Wesleyan Honored with Carnegie Foundation’s Community Engagement Classification

Several Wesleyan faculty, staff and students participate in the Center for Community Partnerships' Center for Prison Education program, helping to enrich the lives of those who are systematically denied access to educational opportunities. The CPE is one way Wesleyan involves itself in the community.

Several Wesleyan faculty, staff and students participate in the Center for Community Partnerships’ Center for Prison Education program, helping to enrich the lives of those who are systematically denied access to educational opportunities. The CPE is one way Wesleyan engages with its local community.

The Carnegie Foundation for the Advancement of Teaching has selected Wesleyan to receive its 2015 Community Engagement Classification.

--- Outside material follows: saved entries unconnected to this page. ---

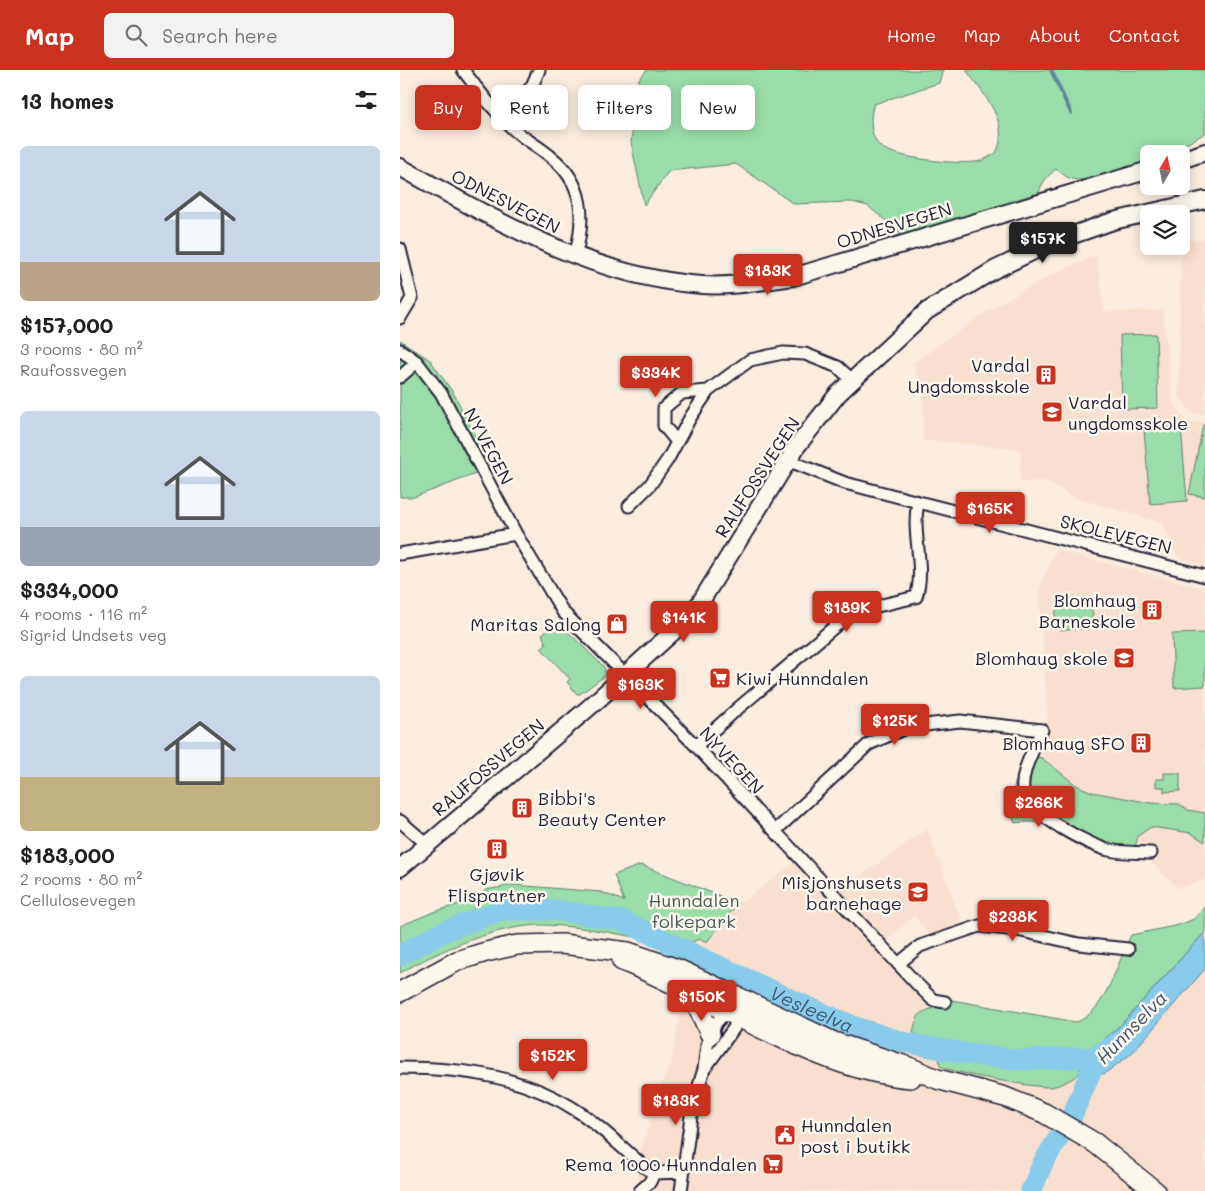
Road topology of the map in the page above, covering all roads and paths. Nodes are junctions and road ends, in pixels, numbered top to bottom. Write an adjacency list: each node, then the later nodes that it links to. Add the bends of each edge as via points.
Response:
1 (463, 70): 4 (street)
2 (539, 70): 3 (street)
3 (532, 85)
4 (491, 104)
5 (515, 130): 12 (street, via 571,176 581,212 580,239)
6 (1205, 152): 7 (main road)
7 (1190, 157)
8 (400, 167): 12 (main road, ODNESVEGEN, via 520,233)
9 (1140, 173): 12 (main road, ODNESVEGEN, via 793,276 742,284 664,281)
10 (1205, 200): 17 (main road, RAUFOSSVEGEN, via 1113,221 1050,243 994,270 927,311)
11 (400, 249): 13 (street, via 412,298)
12 (575, 256)
13 (400, 318)
14 (400, 350): 15 (street, NYVEGEN)
15 (417, 362): 16 (street); 23 (street, NYVEGEN, via 455,417)
16 (400, 377)
17 (852, 380): 18 (street, via 824,360 805,354 783,353 750,360); 20 (main road, RAUFOSSVEGEN)
18 (708, 391): 19 (street); 19 (street, via 682,394 664,408 664,426)
19 (678, 442): 22 (street, via 650,485)
20 (787, 460): 21 (street, SKOLEVEGEN, via 845,483); 26 (main road, RAUFOSSVEGEN, via 700,603)
21 (918, 502): 25 (street, SKOLEVEGEN); 27 (street, via 915,525 920,584 916,597 852,612)
22 (629, 506)
23 (516, 534): 24 (street); 26 (street, NYVEGEN, via 563,612)
24 (400, 554)
25 (1205, 576)
26 (625, 676): 27 (street, NYVEGEN); 30 (main road, RAUFOSSVEGEN)
27 (696, 746): 29 (street, NYVEGEN)
28 (400, 821): 30 (street)
29 (774, 831): 31 (street, via 869,744 908,727 960,721 1042,730 1024,771 1024,794 1030,805 1090,844 1109,850); 35 (street, NYVEGEN)
30 (428, 845): 32 (main road, RAUFOSSVEGEN)
31 (1151, 854)
32 (400, 868)
33 (579, 946): 36 (main road, via 534,944 486,952 443,968); 37 (main road, via 641,969); 39 (main road, via 646,957 688,974)
34 (1128, 949): 35 (street, via 1079,944 1017,930 979,926 920,946)
35 (898, 964): 38 (street, NYVEGEN, via 933,1000)
36 (400, 992)
37 (692, 993): 39 (main road); 40 (main road)
38 (945, 1002)
39 (736, 1008): 40 (street); 42 (street); 47 (main road, via 937,1079 1006,1097 1044,1113 1095,1143)
40 (710, 1034): 42 (street)
41 (400, 1068): 44 (street, via 473,1072 525,1084 581,1113)
42 (704, 1069): 43 (street, via 694,1097)
43 (683, 1172): 44 (street); 46 (street)
44 (654, 1173): 45 (street)
45 (640, 1191)
46 (681, 1191)
47 (1155, 1191)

“Wesleyan has always been a place where involvement with the world was important, but in the past decade or two we have truly become a much more ‘engaged university’ in many ways, and that’s good for everyone—students, faculty, staff and our community partners,” said Rob Rosenthal, director of the Allbritton Center for the Study of Public Life, the John E. Andrus Professor of Sociology. “This kind of recognition from our peers across the country reinforces our belief that we’re doing valuable work drawing together community and university.”

Wesleyan originally received this classification from the Carnegie Foundation in 2008, and was re-classified this year.

Brian Northrop works with children at the Green Street Arts Center.

Brian Northrop works with children at the Green Street Arts Center.

The foundation invites colleges and universities with an institutional focus on community engagement to apply for the classification, which was first offered in 2006. Institutions that choose to apply then submit electronic materials describing the nature and extent of their engagement with the community. This approach allows the foundation to recognize efforts by the institutions that may not be captured in national data on colleges and universities.

More information, and a complete listing of institutions that hold the Community Engagement Classification, can be found here.

Wesleyan students, faculty, and staff engage with the community in numerous ways through a range of different programs and centers. These include the newly-renamed Green Street Teaching and Learning Center, the Center for Prison Education, the Patricelli Center for Social Entrepreneurship, as well as the continuous expansion of service learning courses, which integrate experiences outside the classroom with an academic curriculum within the classroom.

According to Barbara Juhasz, director of the Service Learning Center, associate professor of psychology, associate professor of neuroscience and behavior, Wesleyan will offer 19 service-learning courses, housed in 14 different departments/programs, this academic year. Through some of the courses this spring, students will work with individuals at Connecticut Valley Hospitals, learn pedagogical approaches for teaching science to children, and participate in research for local community organizations.

Other recent and forthcoming community engagement efforts by Wesleyan faculty, staff and students include:

  • The United Way campaign, which raised $111,000 for the community.
  • The Center for Community Partnership’s upcoming High School Humanities program, which brings 80 local students to campus to hear faculty lectures.
  • Green Street’s Discovery AfterSchool program for local children, and Intel Math Institute, which provides intensive professional development for public school teachers from Meriden and Middletown.
  • And the Office of Community Service’s support of over 600 students each semester doing volunteer work locally.